Required work: No pictures should be carried over. Output all other parts of the entries verbatim.

Dataset records:
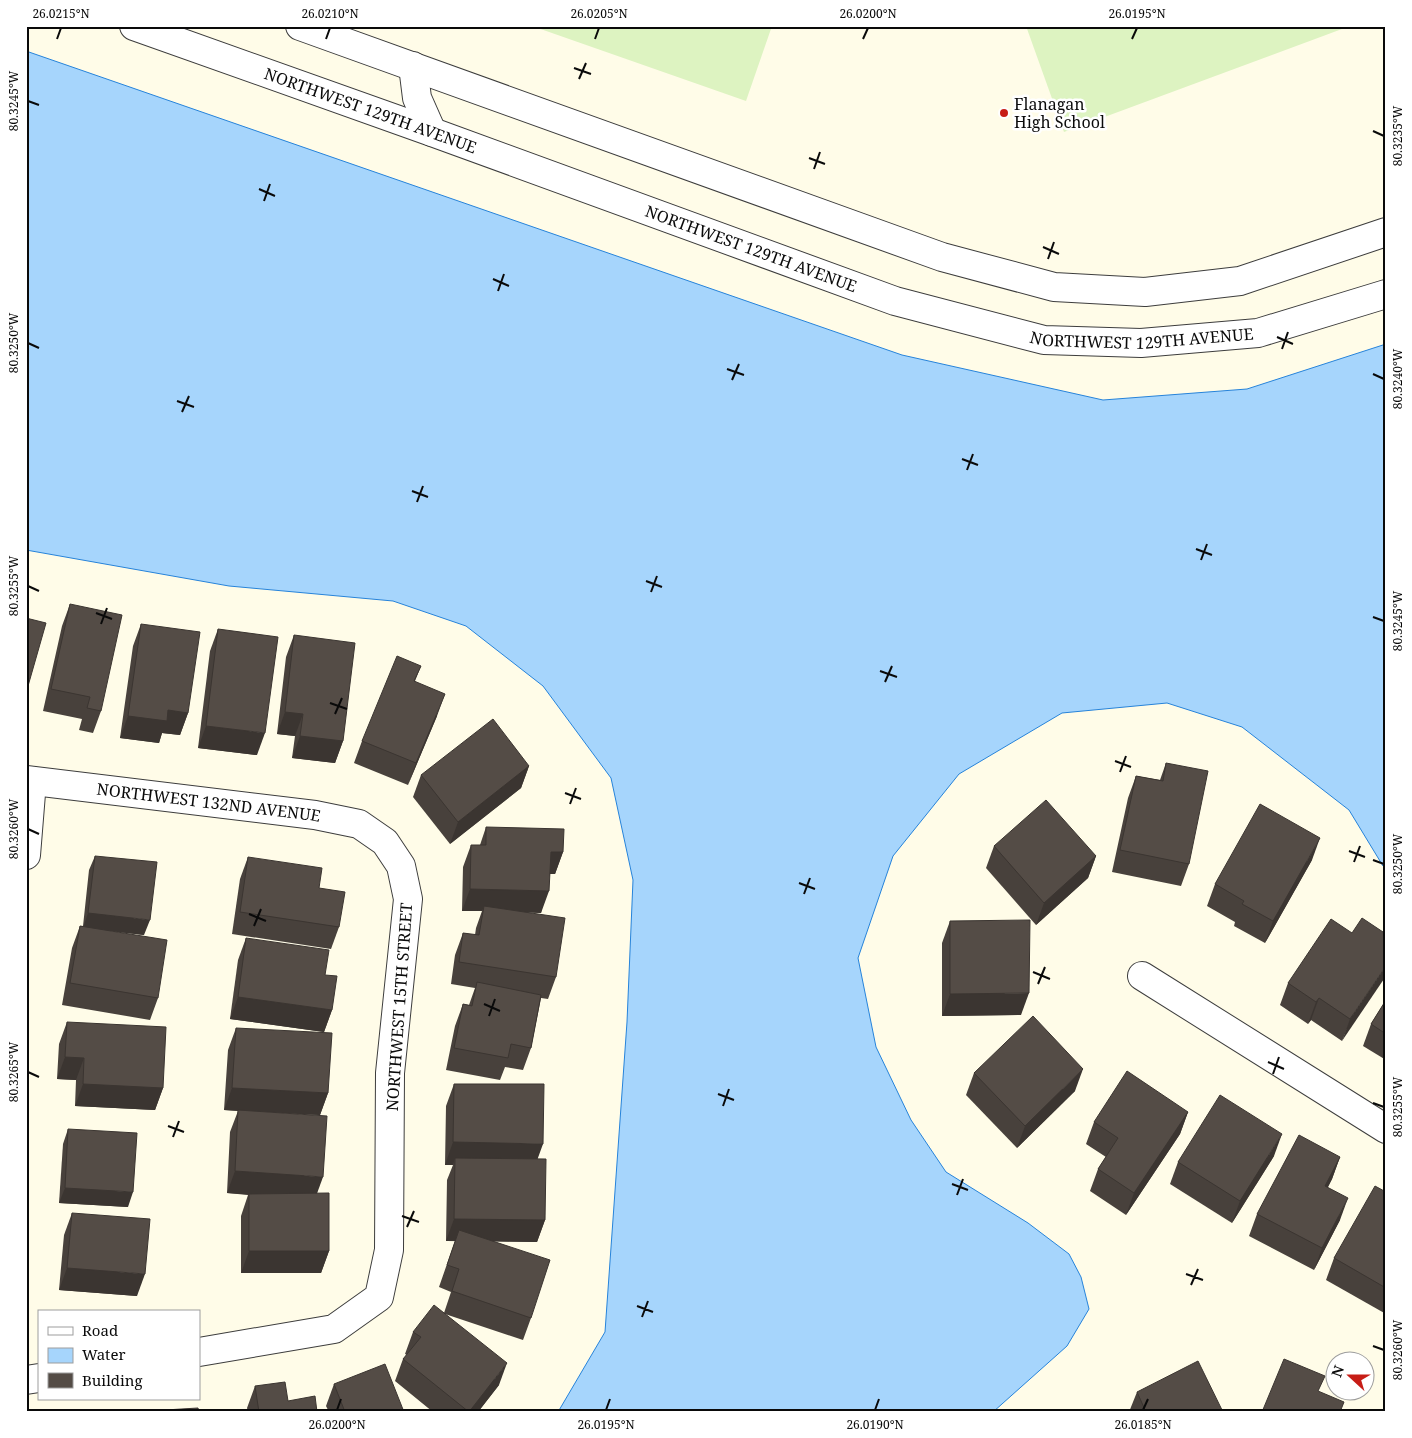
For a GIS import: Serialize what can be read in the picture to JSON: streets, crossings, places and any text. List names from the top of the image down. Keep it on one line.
{"streets":{"street":["NORTHWEST 129TH AVENUE","NORTHWEST 132ND AVENUE","NORTHWEST 15TH STREET"]},"crossings":[["NORTHWEST 132ND AVENUE","NORTHWEST 15TH STREET"]],"places":["Flanagan High School"],"legend":["Road","Water","Building"],"north":"left","coordinates":["26.0215°N","26.0210°N","26.0205°N","26.0200°N","26.0195°N","80.3245°W","80.3235°W","80.3250°W","80.3240°W","80.3255°W","80.3260°W","80.3265°W","26.0190°N","26.0185°N"]}
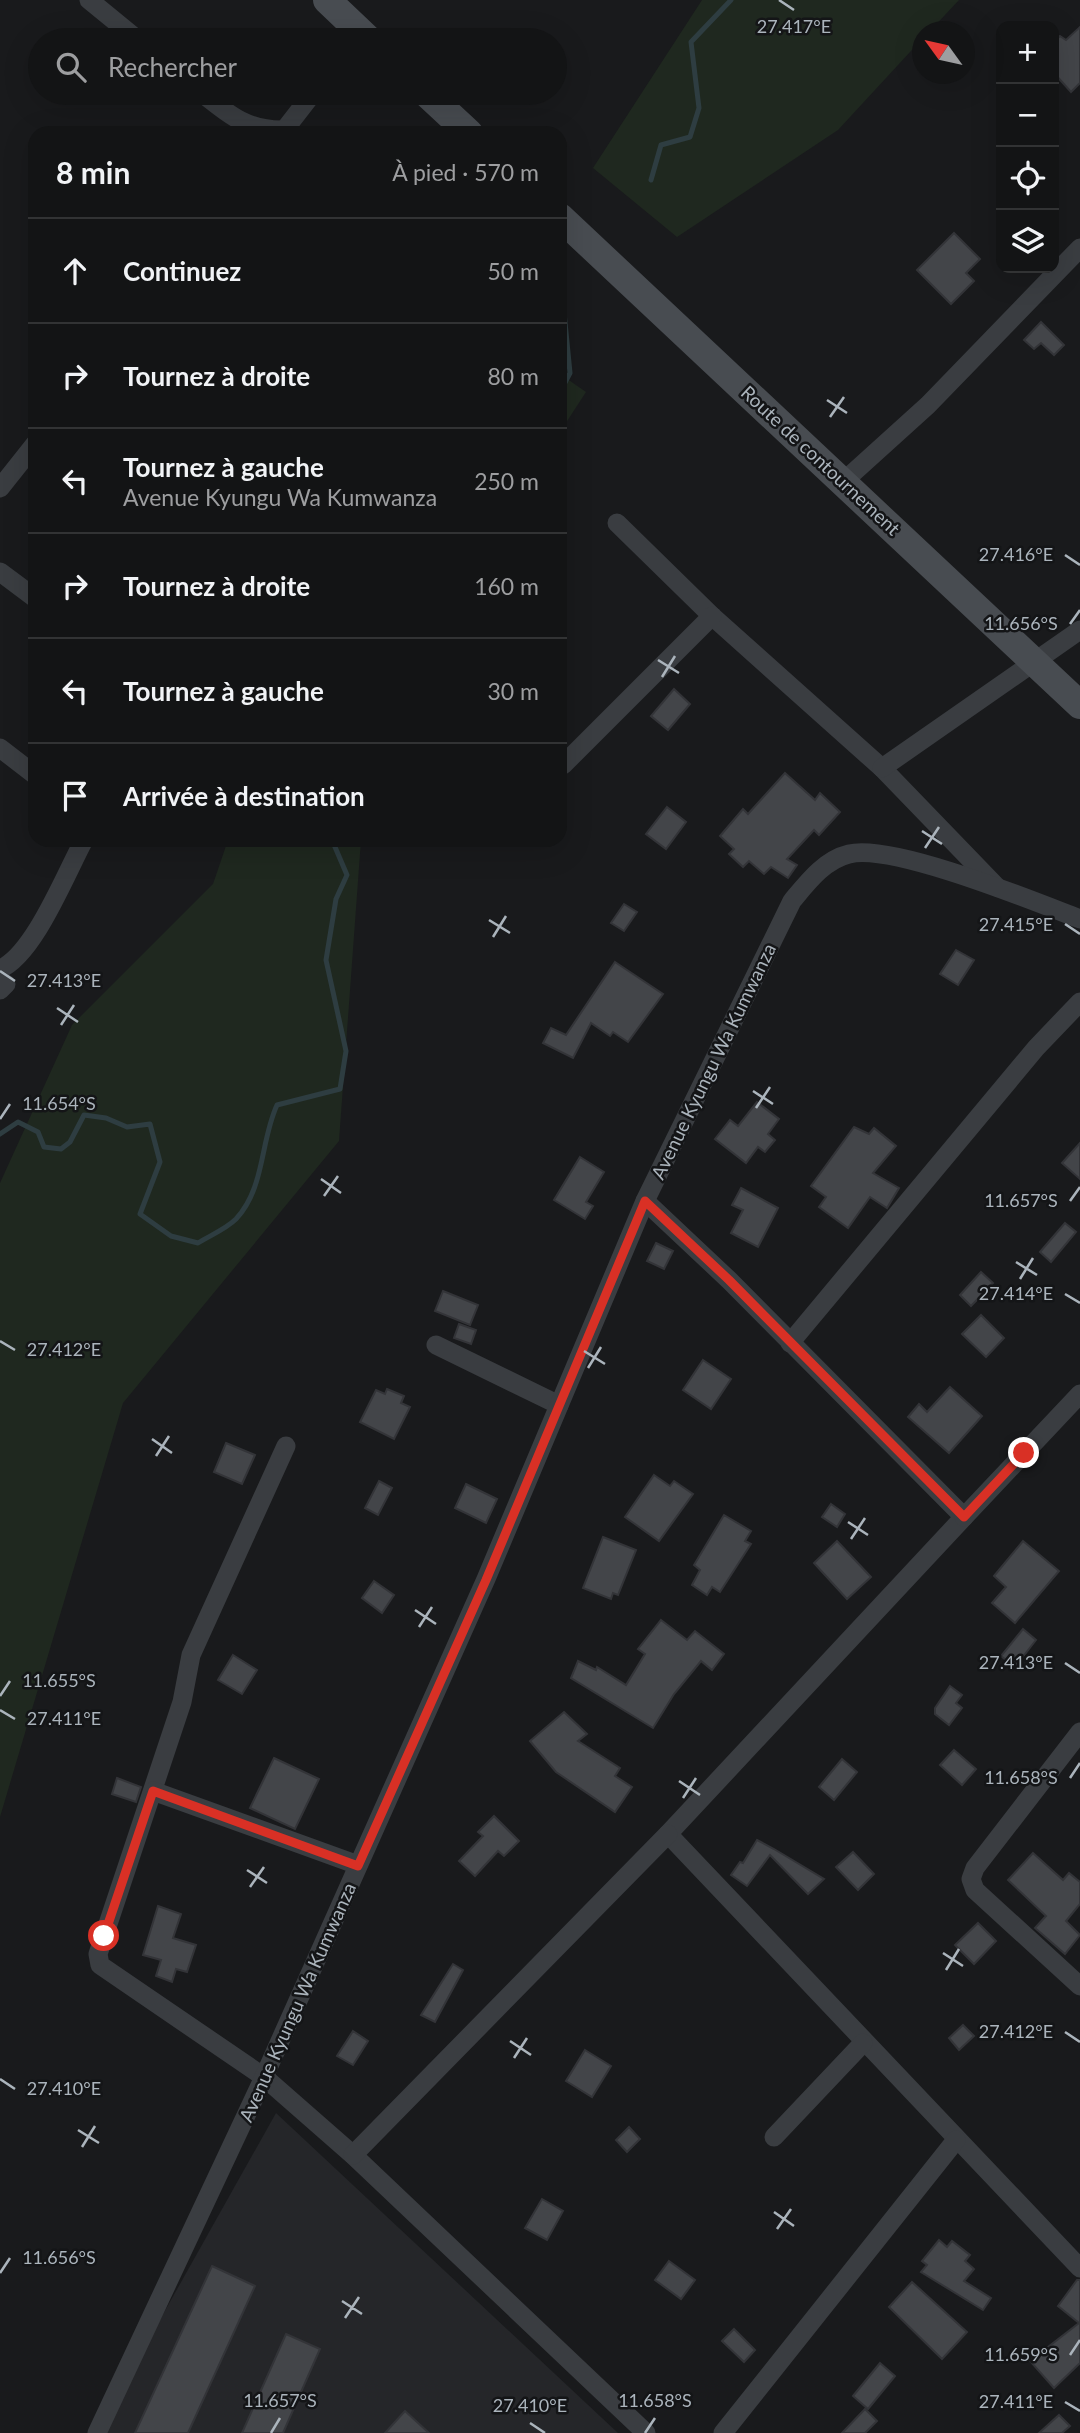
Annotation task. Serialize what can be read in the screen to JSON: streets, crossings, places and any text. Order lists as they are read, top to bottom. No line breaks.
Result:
{"streets":{"street":["Route de contournement","Avenue Kyungu Wa Kumwanza"]},"north":"top left","page":{"map_buttons":["+","−"],"search":"Rechercher","heading":["8 min","À pied · 570 m"],"list":[["Continuez","50 m"],["Tournez à droite","80 m"],["Tournez à gauche","Avenue Kyungu Wa Kumwanza","250 m"],["Tournez à droite","160 m"],["Tournez à gauche","30 m"],"Arrivée à destination"]},"coordinates":["27.417°E","27.416°E","11.656°S","27.415°E","27.413°E","11.654°S","11.657°S","27.414°E","27.412°E","11.655°S","27.411°E","11.658°S","27.410°E","11.659°S"]}
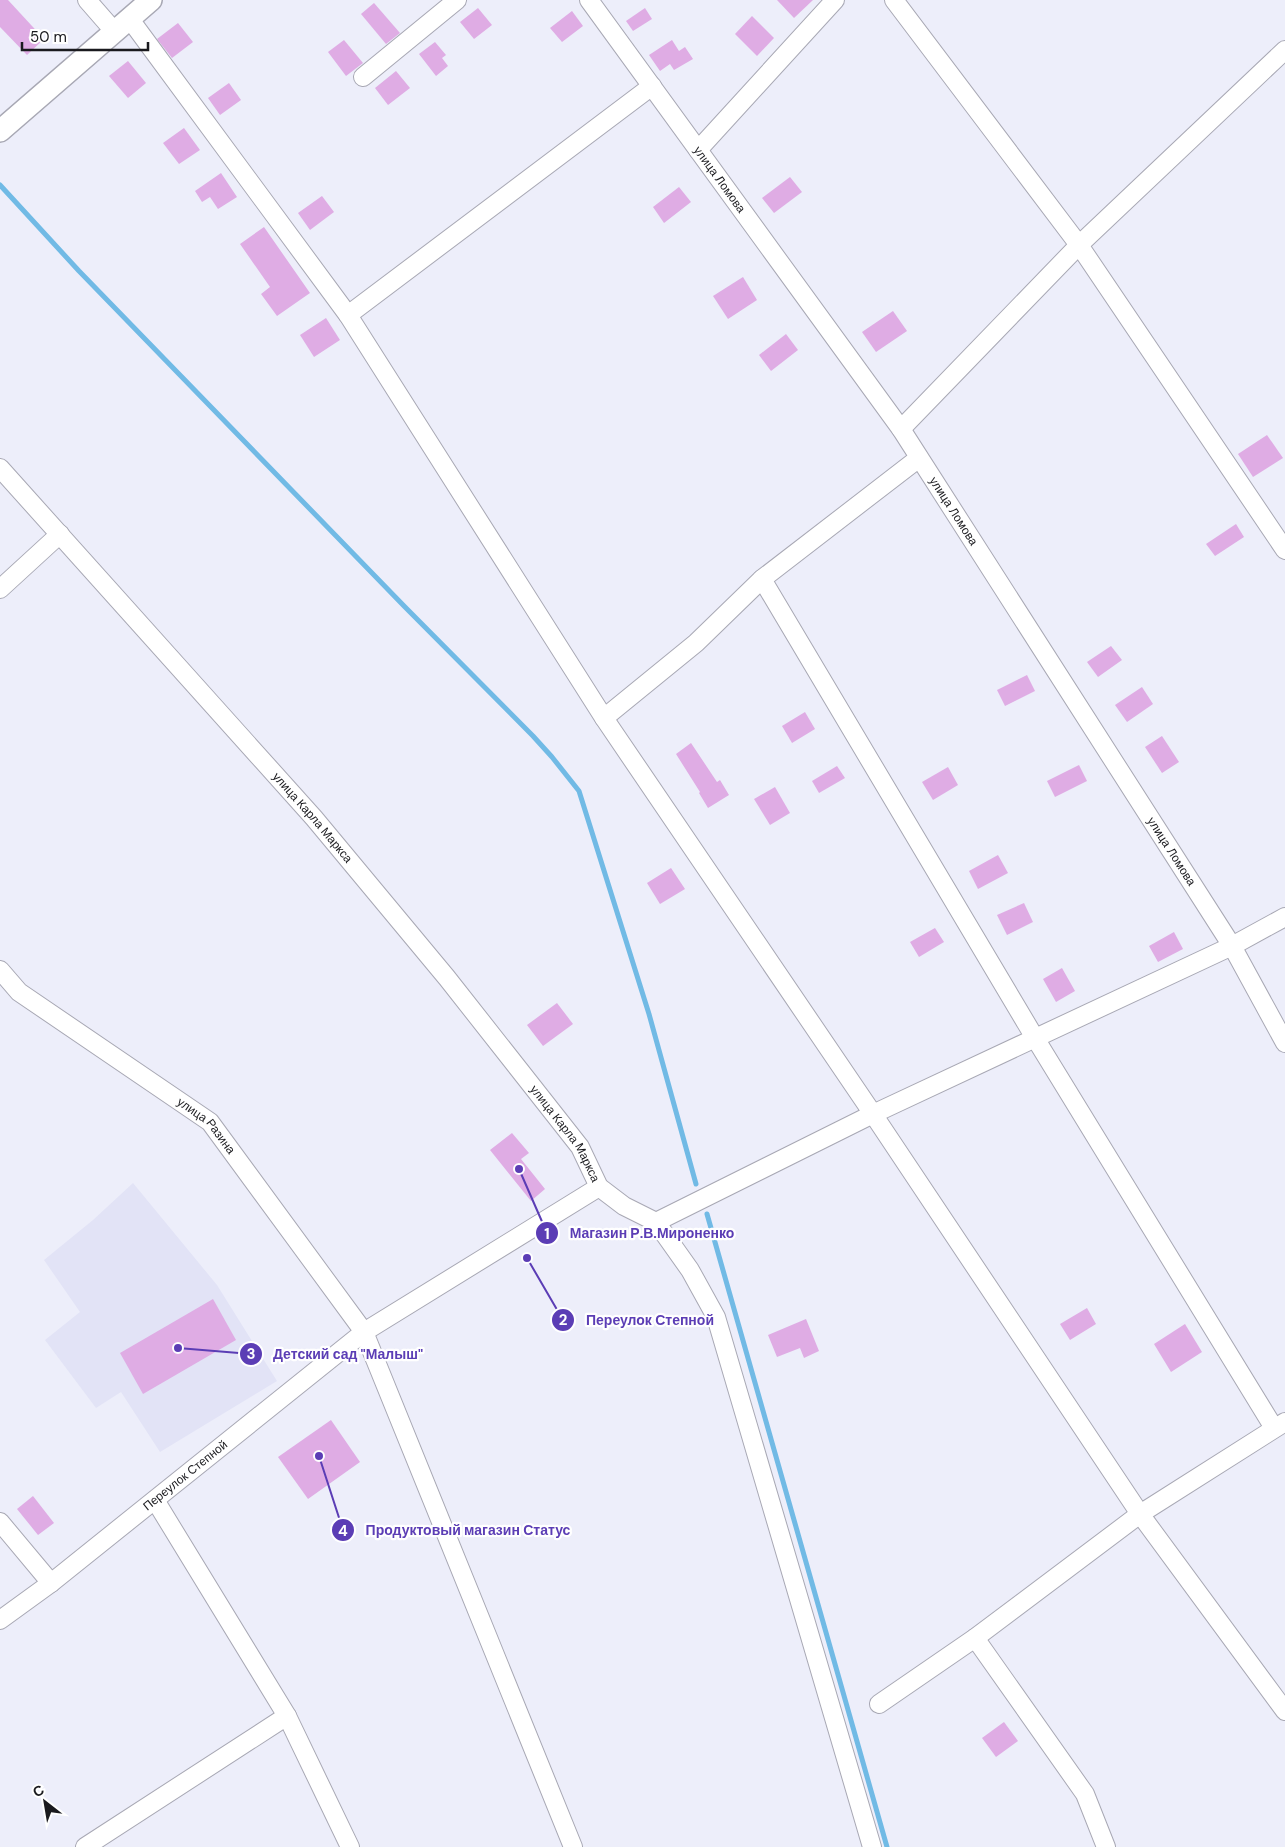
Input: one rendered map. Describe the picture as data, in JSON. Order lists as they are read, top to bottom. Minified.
{"streets":{"street":["улица Ломова","улица Карла Маркса","улица Разина","Переулок Степной"]},"crossings":[["улица Карла Маркса","Переулок Степной"],["улица Разина","Переулок Степной"]],"places":["Магазин Р.В.Мироненко","Переулок Степной","Детский сад \"Малыш\"","Продуктовый магазин Статус"],"scale_bar":"50 m","north":"top left"}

Result of this task:
For a GIS import: Serialize what can be read in the picture to JSON: streets, crossings, places and any text. List names from the top of the image down. Keep it on one line.
{"streets":{"street":["NORTHWEST 129TH AVENUE","NORTHWEST 132ND AVENUE","NORTHWEST 15TH STREET"]},"crossings":[["NORTHWEST 132ND AVENUE","NORTHWEST 15TH STREET"]],"places":["Flanagan High School"],"legend":["Road","Water","Building"],"north":"left","coordinates":["26.0215°N","26.0210°N","26.0205°N","26.0200°N","26.0195°N","80.3245°W","80.3235°W","80.3250°W","80.3240°W","80.3255°W","80.3260°W","80.3265°W","26.0190°N","26.0185°N"]}
Annotation task. Serialize what can be read in the screen to JSON: streets, crossings, places and any text. Order lists as they are read, top to bottom. No line breaks.
Result:
{"streets":{"street":["Route de contournement","Avenue Kyungu Wa Kumwanza"]},"north":"top left","page":{"map_buttons":["+","−"],"search":"Rechercher","heading":["8 min","À pied · 570 m"],"list":[["Continuez","50 m"],["Tournez à droite","80 m"],["Tournez à gauche","Avenue Kyungu Wa Kumwanza","250 m"],["Tournez à droite","160 m"],["Tournez à gauche","30 m"],"Arrivée à destination"]},"coordinates":["27.417°E","27.416°E","11.656°S","27.415°E","27.413°E","11.654°S","11.657°S","27.414°E","27.412°E","11.655°S","27.411°E","11.658°S","27.410°E","11.659°S"]}
Input: one rendered map. Describe the picture as data, in JSON. Order lists as they are read, top to bottom. Minified.
{"streets":{"street":["улица Ломова","улица Карла Маркса","улица Разина","Переулок Степной"]},"crossings":[["улица Карла Маркса","Переулок Степной"],["улица Разина","Переулок Степной"]],"places":["Магазин Р.В.Мироненко","Переулок Степной","Детский сад \"Малыш\"","Продуктовый магазин Статус"],"scale_bar":"50 m","north":"top left"}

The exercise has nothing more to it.